Sounds to me that eventually we'll have to source virtio's Kconfig in
drivers/Kconfig, and remove all the other locations it is sourced at
(currently it is directly sourced by several arch Kconfigs when
VIRTUALIZATION is selected).
>> + if (strncmp(id->name, rpdev->id.name, RPMSG_NAME_SIZE))
>> + return 0;
>> +
>> + return 1;
>> +}
>
> or simply: 'return strncmp(id->name, rpdev->id.name, RPMSG_NAME_SIZE) == 0;'
>
> :-)
that works too ;)
>> + spin_lock(&vrp->endpoints_lock);
>
> Is a spin_lock the right choice for endpoints, or should it be a
> mutex (do the endpoints operations need to be atomic)?
Today it can be a mutex: it protects idr operations invoked either by
users (creating new endpoints, definitely not requiring atomicity) or
by platform code indicating that a new message has arrived (today it's
omap's mailbox driver, which calls from a process context).
I can change that, and if someone requires atomic operations later on,
move to spinlocks again.
But it probably won't matter too much as there's no contention on that
lock today (notifications coming from omap's mailbox are serialized,
and users creating new endpoints show up very infrequently).
> At put_device time, it is conceivable that the dev pointer is no
> longer valid.
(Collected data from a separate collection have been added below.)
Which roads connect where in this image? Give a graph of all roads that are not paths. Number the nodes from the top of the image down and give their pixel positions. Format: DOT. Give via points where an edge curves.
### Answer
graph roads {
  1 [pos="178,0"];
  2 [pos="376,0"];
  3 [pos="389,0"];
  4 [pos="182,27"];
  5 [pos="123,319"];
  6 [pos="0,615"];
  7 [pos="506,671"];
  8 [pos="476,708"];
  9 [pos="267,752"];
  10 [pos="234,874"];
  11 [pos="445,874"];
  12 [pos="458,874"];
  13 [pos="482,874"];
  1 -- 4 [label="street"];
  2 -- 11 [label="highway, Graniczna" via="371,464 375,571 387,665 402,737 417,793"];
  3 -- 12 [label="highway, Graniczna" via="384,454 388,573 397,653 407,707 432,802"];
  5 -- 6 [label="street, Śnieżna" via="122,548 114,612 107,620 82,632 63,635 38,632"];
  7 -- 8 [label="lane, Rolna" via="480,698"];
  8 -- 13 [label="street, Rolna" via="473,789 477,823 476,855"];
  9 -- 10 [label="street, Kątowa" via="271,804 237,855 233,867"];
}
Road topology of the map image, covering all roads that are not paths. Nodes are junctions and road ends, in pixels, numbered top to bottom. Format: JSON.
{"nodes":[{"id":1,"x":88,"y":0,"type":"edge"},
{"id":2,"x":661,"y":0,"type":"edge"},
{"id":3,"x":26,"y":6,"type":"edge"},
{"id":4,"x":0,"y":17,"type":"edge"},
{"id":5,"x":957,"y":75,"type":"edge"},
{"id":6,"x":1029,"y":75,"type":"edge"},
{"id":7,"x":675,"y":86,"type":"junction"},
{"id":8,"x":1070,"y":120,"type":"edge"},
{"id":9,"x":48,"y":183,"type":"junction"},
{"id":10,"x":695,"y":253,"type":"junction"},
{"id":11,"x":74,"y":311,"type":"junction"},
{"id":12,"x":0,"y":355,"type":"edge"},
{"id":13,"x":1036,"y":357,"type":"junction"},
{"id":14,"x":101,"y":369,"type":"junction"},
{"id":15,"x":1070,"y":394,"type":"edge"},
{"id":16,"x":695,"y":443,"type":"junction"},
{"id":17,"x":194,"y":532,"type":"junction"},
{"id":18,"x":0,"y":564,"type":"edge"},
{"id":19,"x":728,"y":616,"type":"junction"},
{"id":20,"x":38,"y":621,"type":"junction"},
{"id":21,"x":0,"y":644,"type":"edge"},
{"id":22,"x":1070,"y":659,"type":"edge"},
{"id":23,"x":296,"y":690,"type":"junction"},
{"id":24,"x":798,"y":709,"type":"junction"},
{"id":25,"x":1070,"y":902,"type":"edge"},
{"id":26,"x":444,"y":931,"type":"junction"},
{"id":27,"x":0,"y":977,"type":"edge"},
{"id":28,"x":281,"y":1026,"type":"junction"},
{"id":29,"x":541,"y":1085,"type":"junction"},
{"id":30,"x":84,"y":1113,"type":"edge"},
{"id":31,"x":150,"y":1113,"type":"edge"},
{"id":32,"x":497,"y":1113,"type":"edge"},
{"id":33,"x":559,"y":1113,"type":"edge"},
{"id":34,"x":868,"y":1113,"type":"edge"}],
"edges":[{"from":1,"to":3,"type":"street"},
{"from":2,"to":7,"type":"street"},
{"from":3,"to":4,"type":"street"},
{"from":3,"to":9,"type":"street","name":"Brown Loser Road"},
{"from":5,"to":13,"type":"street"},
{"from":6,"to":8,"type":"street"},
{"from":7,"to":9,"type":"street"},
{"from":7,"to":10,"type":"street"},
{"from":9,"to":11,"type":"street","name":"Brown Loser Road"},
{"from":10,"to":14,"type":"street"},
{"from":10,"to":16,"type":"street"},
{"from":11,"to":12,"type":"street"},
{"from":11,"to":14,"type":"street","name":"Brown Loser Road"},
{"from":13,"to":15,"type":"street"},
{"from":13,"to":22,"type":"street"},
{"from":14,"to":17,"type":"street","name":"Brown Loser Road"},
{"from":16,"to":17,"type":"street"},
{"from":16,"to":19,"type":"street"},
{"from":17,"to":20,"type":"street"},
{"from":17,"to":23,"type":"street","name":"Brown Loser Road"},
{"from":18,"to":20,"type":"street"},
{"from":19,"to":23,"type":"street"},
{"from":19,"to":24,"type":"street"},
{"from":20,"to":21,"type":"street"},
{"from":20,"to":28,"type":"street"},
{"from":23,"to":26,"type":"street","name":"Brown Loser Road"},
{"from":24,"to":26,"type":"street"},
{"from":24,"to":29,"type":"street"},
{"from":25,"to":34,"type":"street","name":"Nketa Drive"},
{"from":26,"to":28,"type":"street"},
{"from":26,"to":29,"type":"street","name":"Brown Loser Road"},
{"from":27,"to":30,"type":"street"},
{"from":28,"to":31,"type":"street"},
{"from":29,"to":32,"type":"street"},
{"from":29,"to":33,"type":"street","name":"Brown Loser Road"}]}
You'll need to get do the to_rpmsg_channel() before
> putting the dev.
sure.
>> +static void rpmsg_upref_sleepers(struct virtproc_info *vrp)
>> +{
>> + /* support multiple concurrent senders */
>> + spin_lock(&vrp->tx_lock);
>> +
>> + /* are we the first sleeping context waiting for tx buffers ? */
>> + if (!vrp->sleepers++)
>
> Maybe use a kref?
I can change it to an atomic variable, but I don't think kref's memory
barriers are needed here: we already have memory barriers induced by
the spinlock.
>> +static int rpmsg_remove_device(struct device *dev, void *data)
>> +{
>> + struct rpmsg_channel *rpdev = to_rpmsg_channel(dev);
>> +
>> + device_unregister(dev);
>> +
>> + kfree(rpdev);
>
> put_device() I think.
Don't think so, we get the device handle from device_for_each_child
here, which doesn't call get_device (unlike device_find_child).
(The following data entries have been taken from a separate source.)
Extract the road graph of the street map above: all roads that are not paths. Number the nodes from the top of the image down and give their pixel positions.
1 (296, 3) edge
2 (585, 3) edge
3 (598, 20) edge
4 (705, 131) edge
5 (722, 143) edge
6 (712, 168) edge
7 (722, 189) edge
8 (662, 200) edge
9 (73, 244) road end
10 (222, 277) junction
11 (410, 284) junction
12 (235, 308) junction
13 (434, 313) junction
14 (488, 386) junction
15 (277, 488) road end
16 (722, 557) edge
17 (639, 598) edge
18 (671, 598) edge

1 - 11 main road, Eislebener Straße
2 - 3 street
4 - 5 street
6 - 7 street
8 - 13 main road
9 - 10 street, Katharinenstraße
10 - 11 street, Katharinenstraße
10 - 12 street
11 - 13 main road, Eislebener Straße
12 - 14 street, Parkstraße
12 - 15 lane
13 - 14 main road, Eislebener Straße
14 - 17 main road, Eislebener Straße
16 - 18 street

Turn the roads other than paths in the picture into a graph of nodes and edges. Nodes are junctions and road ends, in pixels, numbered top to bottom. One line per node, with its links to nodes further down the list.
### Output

>> +static int __init init(void)
>
> Even for static functions, it's a really good idea to prefix all
> function names and file scoped symbol with a common prefix like
> "rpmsg_". Doing so avoids even the outside chance of a namespace
> conflict.
Sure thing.
>> + ret = bus_register(&rpmsg_bus);
>> + if (ret) {
>> + pr_err("failed to register rpmsg bus: %d\n", ret);
>> + return ret;
>> + }
>> +
>> + return register_virtio_driver(&virtio_ipc_driver);
>
> And if register_virtio_driver fails?
I'll handle that, thanks.
>> +struct rpmsg_device_id {
>> + char name[RPMSG_NAME_SIZE];
>> + kernel_ulong_t driver_data /* Data private to the driver */
>> + __attribute__((aligned(sizeof(kernel_ulong_t))));
>> +};
>
> Should this be co-located with vio_device_id?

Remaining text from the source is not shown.